Eleven months into this year-long project, and we at Breaking Ground are preparing to transition. It has been a tremendous honor to accompany you week by week through the wild ride of a historic year. As you know, I created this platform in June of 2020 to invite some clear Christian thinking—and, crucially, tools for thinking and reimagining—that might provide some handholds for all those seeking to navigate a time of upheaval where fear and division were lurking. I especially wanted to test the readiness of today’s baptized brains to respond as agents of grace in the face of widespread suffering, to offer wisdom in a time of unhinged reactivity, and, perhaps most of all, to create in the headwinds of change.

My colleague Susannah Black and I each will be offering a longform reflection in the next few weeks on what we’ve seen and what we’ve learned—not just from the pages of Breaking Ground, but from the larger community of Christians operating in the thousands of modalities and places that any human diaspora does. It will be a mixed testimony, reflective of the speckled screenplay of fallen human beings and fallen institutions. But what we suspect even yet is that public hunger for moral vision, constructive arguments, and honest narratives will only grow as the ferocity of an existential crisis recedes and some oxygen returns for the togetherness we were designed for, for faith seeking understanding of what we’ve collectively just weathered, and what that picture portends for what we may now build.

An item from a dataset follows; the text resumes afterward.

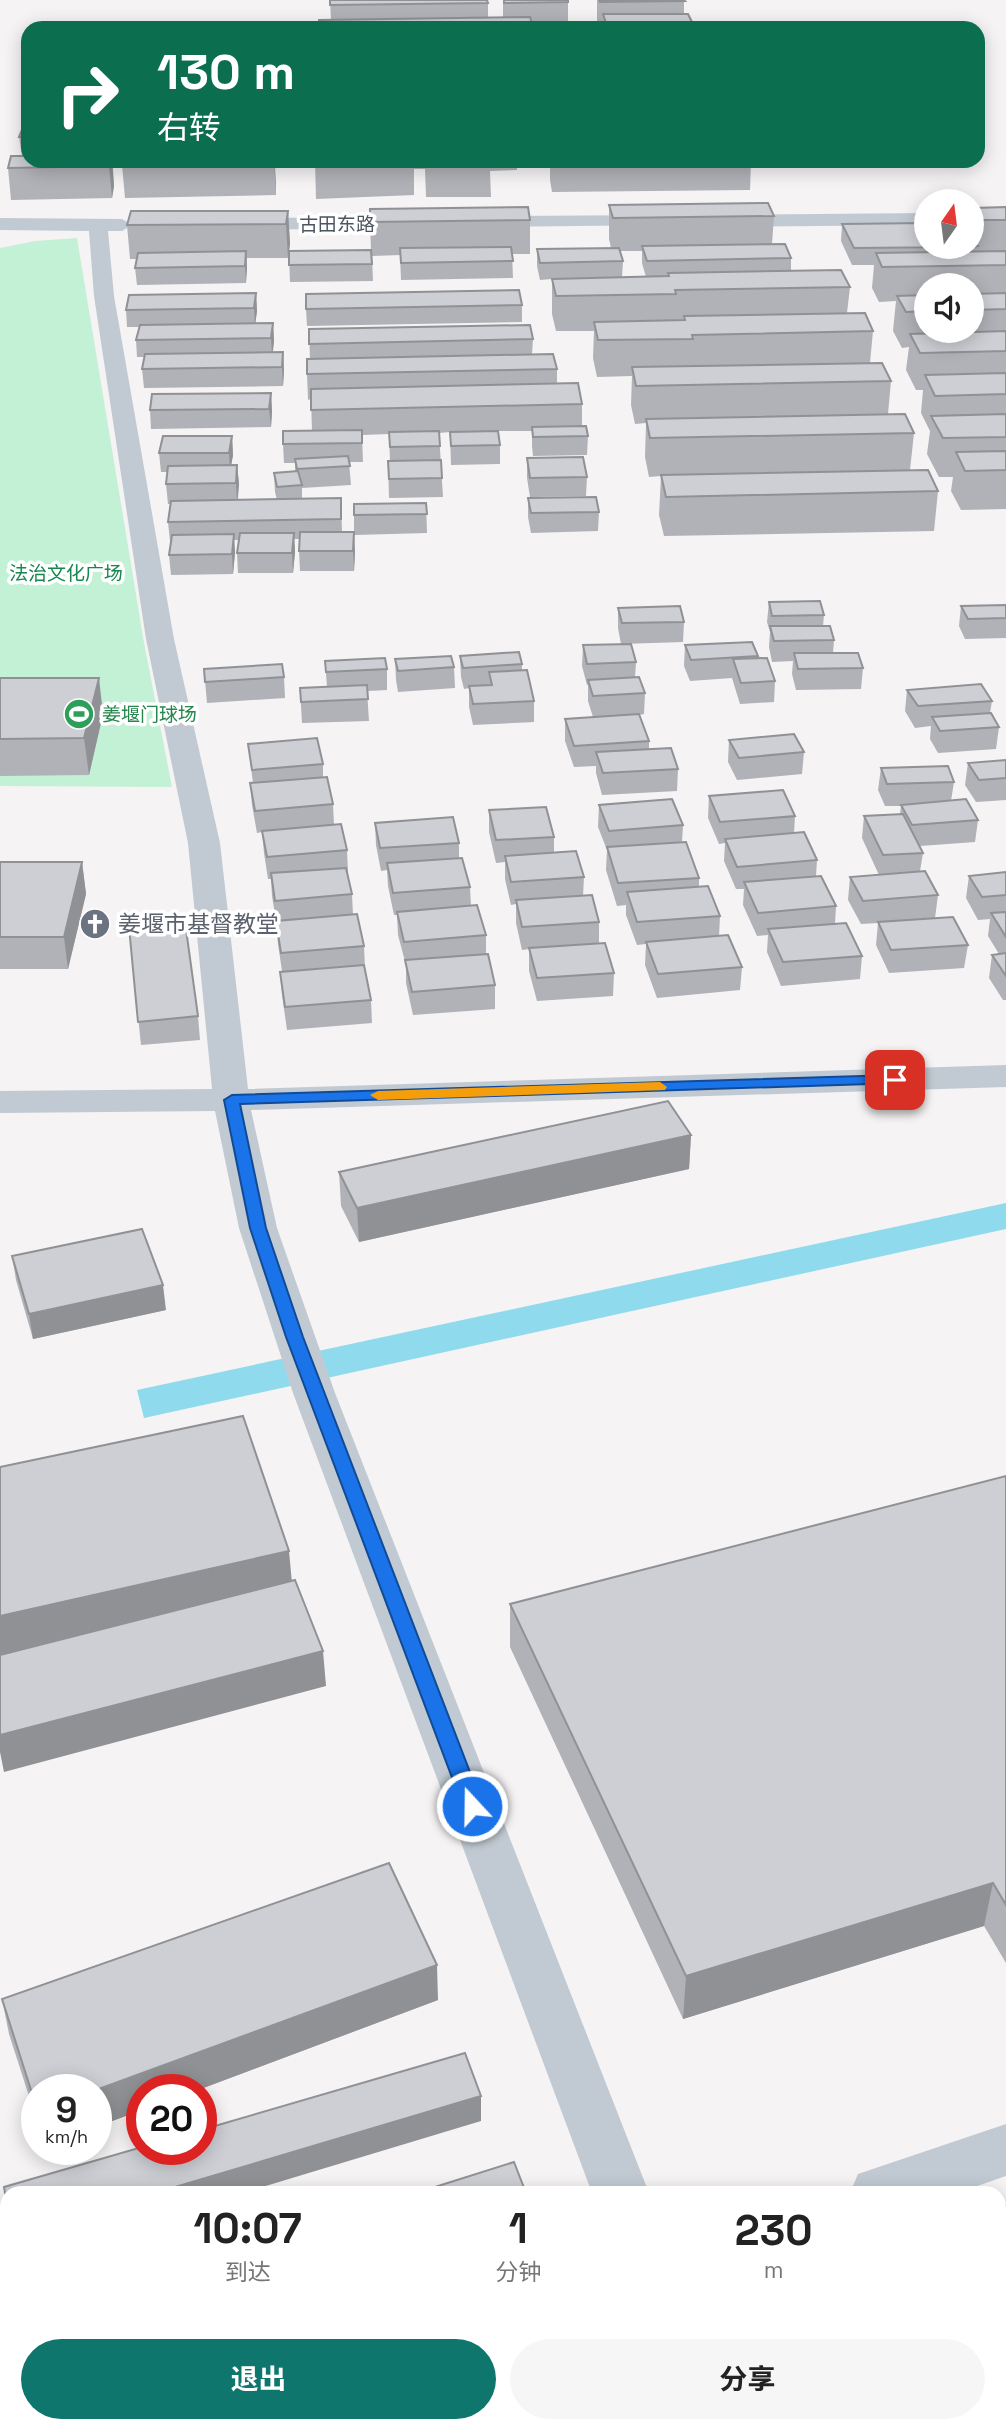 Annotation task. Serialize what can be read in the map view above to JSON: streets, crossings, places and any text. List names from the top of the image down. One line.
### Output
{"streets":{"street":["古田东路"]},"parks":["法治文化广场"],"places":{"sports":["姜堰门球场"],"church":["姜堰市基督教堂"]},"north":"top","page":{"turn":["130 m","右转"],"speed":"9 km/h","limit":"20","eta":["10:07","到达","1","分钟","230","m"],"buttons":["退出","分享"]}} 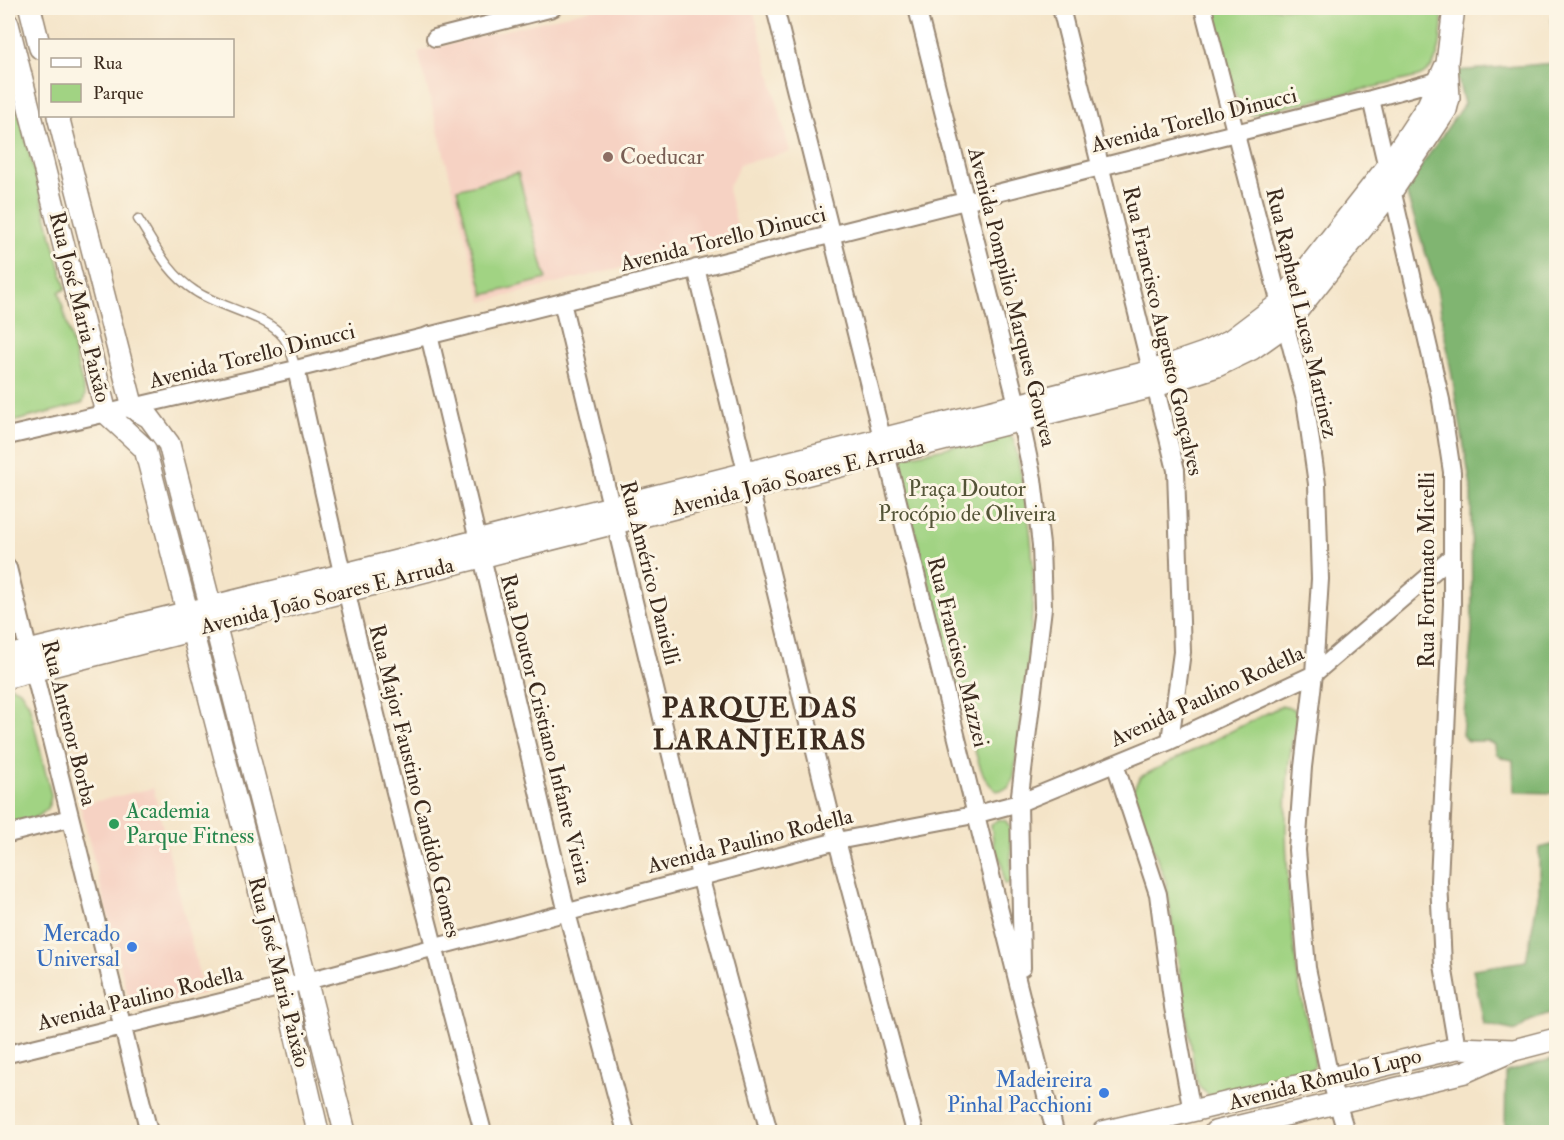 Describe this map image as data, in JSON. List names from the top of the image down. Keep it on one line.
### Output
{"streets":{"street":["Avenida Torello Dinucci","Avenida Pompilio Marques Gouvea","Rua José Maria Paixão","Rua Raphael Lucas Martinez","Rua Francisco Augusto Gonçalves","Avenida João Soares E Arruda","Rua Fortunato Micelli","Rua Américo Danielli","Rua Francisco Mazzei","Avenida Paulino Rodella","Rua Antenor Borba","Rua Doutor Cristiano Infante Vieira","Rua Major Faustino Candido Gomes","Avenida Rômulo Lupo"]},"crossings":[["Avenida Torello Dinucci","Avenida Pompilio Marques Gouvea"],["Avenida Torello Dinucci","Rua José Maria Paixão"],["Avenida Torello Dinucci","Rua Raphael Lucas Martinez"],["Avenida Torello Dinucci","Rua Francisco Augusto Gonçalves"],["Avenida Torello Dinucci","Avenida João Soares E Arruda"],["Avenida Torello Dinucci","Rua Fortunato Micelli"],["Avenida Torello Dinucci","Rua Américo Danielli"],["Avenida Torello Dinucci","Rua Francisco Mazzei"],["Avenida Torello Dinucci","Rua Doutor Cristiano Infante Vieira"],["Avenida Torello Dinucci","Rua Major Faustino Candido Gomes"],["Avenida Pompilio Marques Gouvea","Avenida João Soares E Arruda"],["Avenida Pompilio Marques Gouvea","Rua Francisco Mazzei"],["Avenida Pompilio Marques Gouvea","Avenida Paulino Rodella"],["Rua José Maria Paixão","Avenida João Soares E Arruda"],["Rua José Maria Paixão","Avenida Paulino Rodella"],["Rua Raphael Lucas Martinez","Avenida João Soares E Arruda"],["Rua Raphael Lucas Martinez","Avenida Paulino Rodella"],["Rua Raphael Lucas Martinez","Avenida Rômulo Lupo"],["Rua Francisco Augusto Gonçalves","Avenida João Soares E Arruda"],["Rua Francisco Augusto Gonçalves","Avenida Paulino Rodella"],["Avenida João Soares E Arruda","Rua Fortunato Micelli"],["Avenida João Soares E Arruda","Rua Américo Danielli"],["Avenida João Soares E Arruda","Rua Francisco Mazzei"],["Avenida João Soares E Arruda","Rua Antenor Borba"],["Avenida João Soares E Arruda","Rua Doutor Cristiano Infante Vieira"],["Avenida João Soares E Arruda","Rua Major Faustino Candido Gomes"],["Rua Fortunato Micelli","Avenida Paulino Rodella"],["Rua Fortunato Micelli","Avenida Rômulo Lupo"],["Rua Américo Danielli","Avenida Paulino Rodella"],["Rua Francisco Mazzei","Avenida Paulino Rodella"],["Avenida Paulino Rodella","Rua Antenor Borba"],["Avenida Paulino Rodella","Rua Doutor Cristiano Infante Vieira"],["Avenida Paulino Rodella","Rua Major Faustino Candido Gomes"]],"districts":["PARQUE DAS LARANJEIRAS"],"parks":["Praça Doutor Procópio de Oliveira"],"places":["Coeducar","Academia Parque Fitness","Mercado Universal","Madeireira Pinhal Pacchioni"],"legend":["Rua","Parque"]}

In that hope, Breaking Ground is not going to disappear, but rather simplify into a living archive of the morally probing record we’ve built from June 2020 to June 2021. You should be able to find everything that was published here—essays, events, podcast episodes, short films, sermons—on the same site, organized by theme as well as our animating three questions:

1. Seeing clearly and deeply: What has been revealed in this crisis? About society? About the state of our own hearts?

2. Learning from the past: How have plagues historically provided opportunities for new beginnings, new building, a renewal of institutions?

3. Imagining the future: What institutions need renewing, and how might that happen? What might be born anew in this crisis, and how do we help in the building?

The remarkable network of institutions that has blossomed around Breaking Ground will also continue to meet together for learning, encouragement, and the plotting and planning of future public projects. These are faith-based institutions representing different theological traditions and civil spheres, each one rooted in the ancient creeds and each one committed, in marvelously different but complementary ways, to respecting the realities of pluralism and serving the common good. We are dreaming about what it might look like to build a more coherent and dynamic field of Christian humanism for the twenty-first century. We are asking what it requires for our institutions to create and cooperate as more than the sum of our parts.

All this will require wisdom, inventiveness, and a spirit of goodwill. To use an old-fashioned word, it will require virtue. And our delicious challenge of inviting significant institutions and their missions to come together to face outward and in hope is little different than the daunting challenge our society faces in the unknowns and unevenness of exiting COVID. Brad Littlejohn, president of one of our founding partner institutions, The Davenant Institute, writes an eminently balanced essay on just this, applying four classical virtues—justice, prudence, temperance, and fortitude—to help guide us from the “simple black-and-white morality of law” to “to the many-shaded morality of virtue, to the qualities of character that attune us to the kaleidoscopic reality around us, and the manifold moral risks and moral duties that confront us.”

Gird up your loins with us. Tomorrow dawns.